Pour prémunir les finances de l’État gabonais contre les aléas économiques, tels qu’une baisse des prix du pétrole, une poussée inflationniste ou une augmentation de la dette publique, le Fonds monétaire international (FMI) met au point un nouveau modèle macroéconomique spécifiquement pour le Gabon. Révélé dans un rapport d’assistance technique de décembre 2025, cet instrument de prévision est conçu pour permettre au ministère de l’Économie et du Budget de simuler diverses hypothèses économiques et d’évaluer leurs répercussions sur les revenus de l’État, les dépenses, la croissance économique et l’endettement. L’objectif principal est de fournir aux décideurs un outil d’aide à la décision stratégique, essentiel pour affiner les choix budgétaires face à la grande instabilité des marchés pétroliers et aux pressions croissantes sur les finances publiques du Gabon.
Le FMI justifie cette initiative par la nécessité de faire face à des vulnérabilités budgétaires grandissantes. Le rapport souligne que les besoins de financement bruts pour le Gabon pourraient atteindre en moyenne 19 % du Produit Intérieur Brut (PIB) annuellement sur la période 2024-2029. Cette situation est principalement due aux échéances de remboursement des Eurobonds et à un accès limité aux financements à conditions avantageuses. Parallèlement, les charges d’intérêts pourraient consommer entre 20 et 30 % des recettes publiques, tandis que le service global de la dette pourrait représenter 80 à 115 % des revenus budgétaires de l’État gabonais.
Au-delà des simples projections, ce futur modèle macroéconomique permettra aux autorités gabonaises d’évaluer précisément l’impact de leurs décisions en matière de politique économique. Le FMI a conçu un outil capable de générer un scénario de référence, mais également des scénarios alternatifs. Ces derniers simuleront l’effet d’une chute des prix du pétrole, d’un ralentissement de la croissance économique, de fluctuations des recettes fiscales ou encore d’un choc sur l’endettement du Gabon. Intégré au Debt Dynamic Tool (DDT), ce système fournira une perspective globale sur les liens complexes entre la croissance, l’inflation, les finances de l’État et la viabilité de la dette, ce qui optimisera la préparation du budget et l’analyse des risques.

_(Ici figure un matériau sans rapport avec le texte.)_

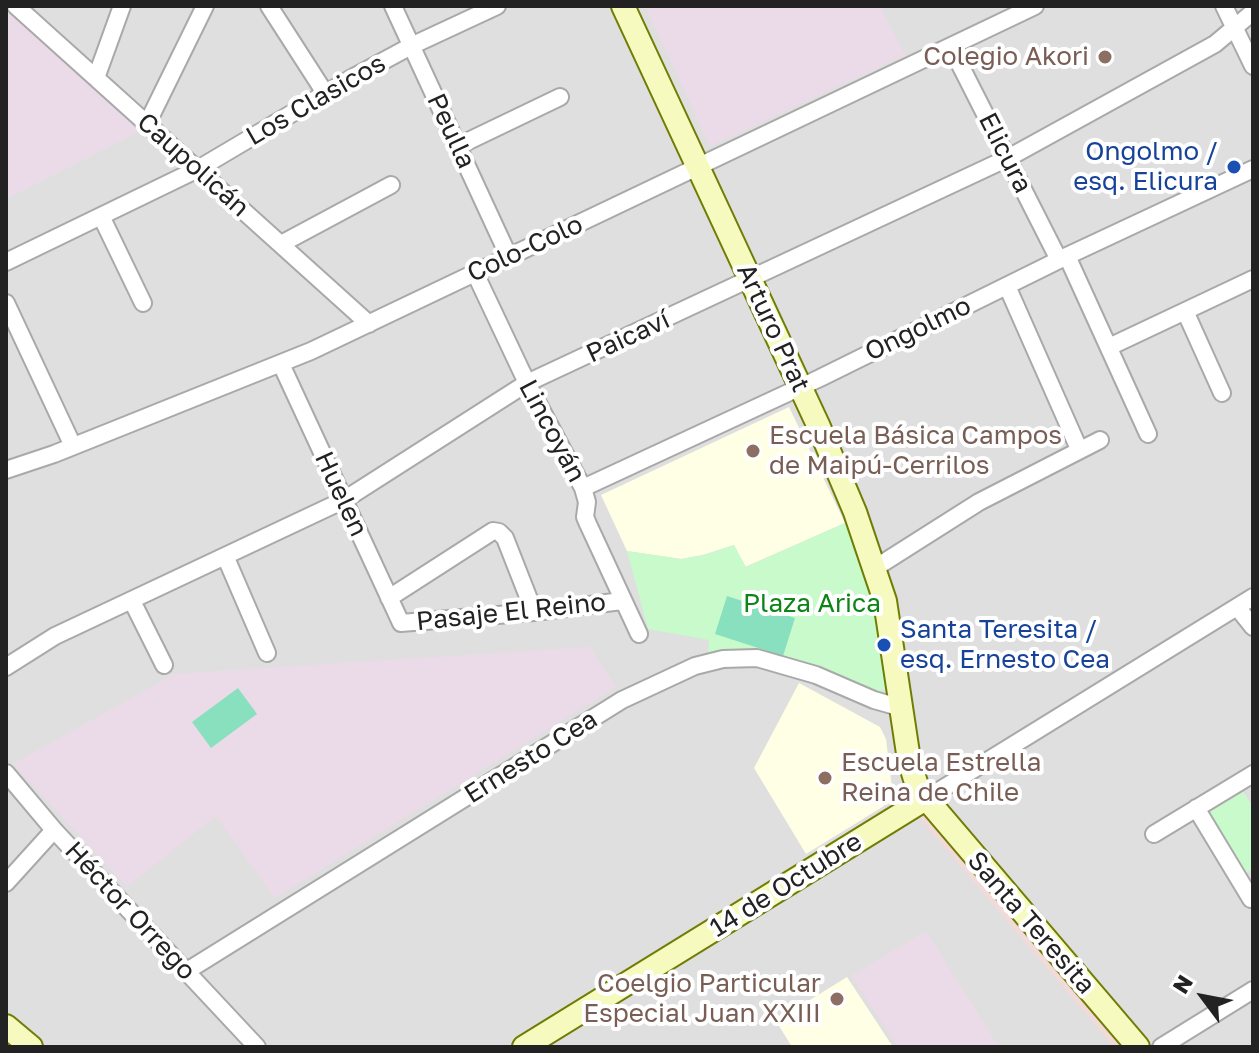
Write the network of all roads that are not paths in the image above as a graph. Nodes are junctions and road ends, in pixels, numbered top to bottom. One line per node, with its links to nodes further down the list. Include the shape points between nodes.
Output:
1 (122, 6): 15 (street)
2 (205, 6): 18 (street)
3 (269, 6): 16 (street)
4 (393, 6): 12 (street, Peulla)
5 (497, 6): 12 (street, Los Clasicos)
6 (623, 6): 21 (street, Arturo Prat)
7 (1035, 6): 13 (street, Colo-Colo)
8 (1224, 6): 11 (street)
9 (22, 8): 15 (street, Caupolicán)
10 (1253, 12): 11 (street, Paicaví)
11 (1234, 28): 14 (street); 20 (street, Paicaví, via 1215,44)
12 (411, 46): 16 (street, Los Clasicos); 19 (street, Peulla)
13 (951, 47): 20 (street, Elicura); 21 (street, Colo-Colo)
14 (1253, 66)
15 (96, 78): 18 (street, Caupolicán)
16 (325, 93): 22 (street, Los Clasicos)
17 (560, 97): 19 (street)
18 (147, 124): 22 (street, Caupolicán)
19 (458, 146): 27 (street, Peulla)
20 (1008, 158): 28 (street, Elicura); 32 (street, Paicaví)
21 (698, 167): 27 (street, Colo-Colo); 32 (street, Arturo Prat)
22 (198, 169): 25 (street, Los Clasicos); 26 (street, Caupolicán)
23 (1253, 169): 28 (street, Ongolmo)
24 (391, 185): 26 (street)
25 (101, 216): 29 (street, Los Clasicos); 35 (street)
26 (281, 244): 37 (street, Caupolicán)
27 (509, 257): 30 (street, Colo-Colo)
28 (1063, 258): 33 (street, Ongolmo); 38 (street, Elicura)
29 (6, 262)
30 (475, 273): 37 (street, Colo-Colo); 40 (street, Lincoyán)
31 (1253, 279): 36 (street)
32 (751, 280): 40 (street, Paicaví); 41 (street, Arturo Prat)
33 (1007, 286): 41 (street, Ongolmo); 46 (street)
34 (6, 303): 45 (street)
35 (143, 303)
36 (1185, 311): 38 (street); 42 (street)
37 (369, 324): 39 (street, Colo-Colo)
38 (1109, 347): 43 (street, Elicura)
39 (281, 364): 45 (street, Colo-Colo); 49 (street, Huelen)
40 (527, 383): 48 (street, Lincoyán); 49 (street, Paicaví)
41 (801, 387): 48 (street, Ongolmo); 51 (street, Arturo Prat)
42 (1222, 393)
43 (1148, 434)
44 (1100, 440): 46 (street)
45 (73, 446): 47 (street, Colo-Colo)
46 (1079, 449): 51 (street, via 979,502)
47 (6, 470)
48 (583, 488): 55 (street, Lincoyán, via 585,517)
49 (344, 500): 50 (street, Paicaví); 53 (street, Huelen)
50 (226, 558): 54 (street, Paicaví); 61 (street)
51 (875, 568): 64 (street, Arturo Prat)
52 (1253, 597): 56 (street, 14 de Octubre)
53 (389, 598): 57 (street, via 493,531 505,538); 58 (street, Huelen)
54 (132, 601): 62 (street); 63 (street, Paicaví, via 38,645)
55 (622, 601): 57 (street, Pasaje El Reino); 60 (street, Lincoyán)
56 (1237, 607): 59 (street); 68 (street, 14 de Octubre)
57 (534, 612): 58 (street, Pasaje El Reino)
58 (401, 623)
59 (1253, 627)
60 (639, 634)
61 (267, 653)
62 (164, 665)
63 (6, 667)
64 (902, 708): 68 (street, Arturo Prat, via 912,773); 75 (street, Ernesto Cea, via 757,658 695,666 622,700)
65 (6, 773): 70 (street, Héctor Orrego)
66 (1248, 777): 67 (street); 69 (street)
67 (1253, 796)
68 (924, 800): 80 (street, 14 de Octubre); 81 (street, Santa Teresita)
69 (1196, 808): 71 (street); 72 (street)
70 (54, 830): 73 (street); 75 (street, Héctor Orrego)
71 (1154, 834)
72 (1246, 876): 74 (street)
73 (6, 883)
74 (1251, 899)
75 (187, 971): 79 (street, Héctor Orrego)
76 (1253, 990): 82 (street)
77 (6, 1026): 78 (street)
78 (31, 1047)
79 (257, 1047)
80 (524, 1047)
81 (1138, 1047)
82 (1161, 1047)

Ce projet d’envergure, dont la durée s’étend jusqu’en mars 2027, sera piloté par un groupe de travail composé de 32 experts. Il regroupera des représentants des principales administrations économiques gabonaises, ainsi que des membres de la Banque des États de l’Afrique Centrale (BEAC). À terme, le FMI aspire à ce que ce modèle macroéconomique devienne la référence pour les analyses macroéconomiques du Gabon, l’élaboration des lois de finances et les discussions avec les partenaires techniques et financiers. Alors que des négociations sont en cours pour un nouveau programme, l’institution de Bretton Woods vise à équiper le Gabon d’un mécanisme d’aide à la décision robuste, apte à prévoir les perturbations économiques, à consolider la confiance dans les politiques publiques et à perfectionner la gestion des finances de l’État dans un contexte mondial de plus en plus incertain.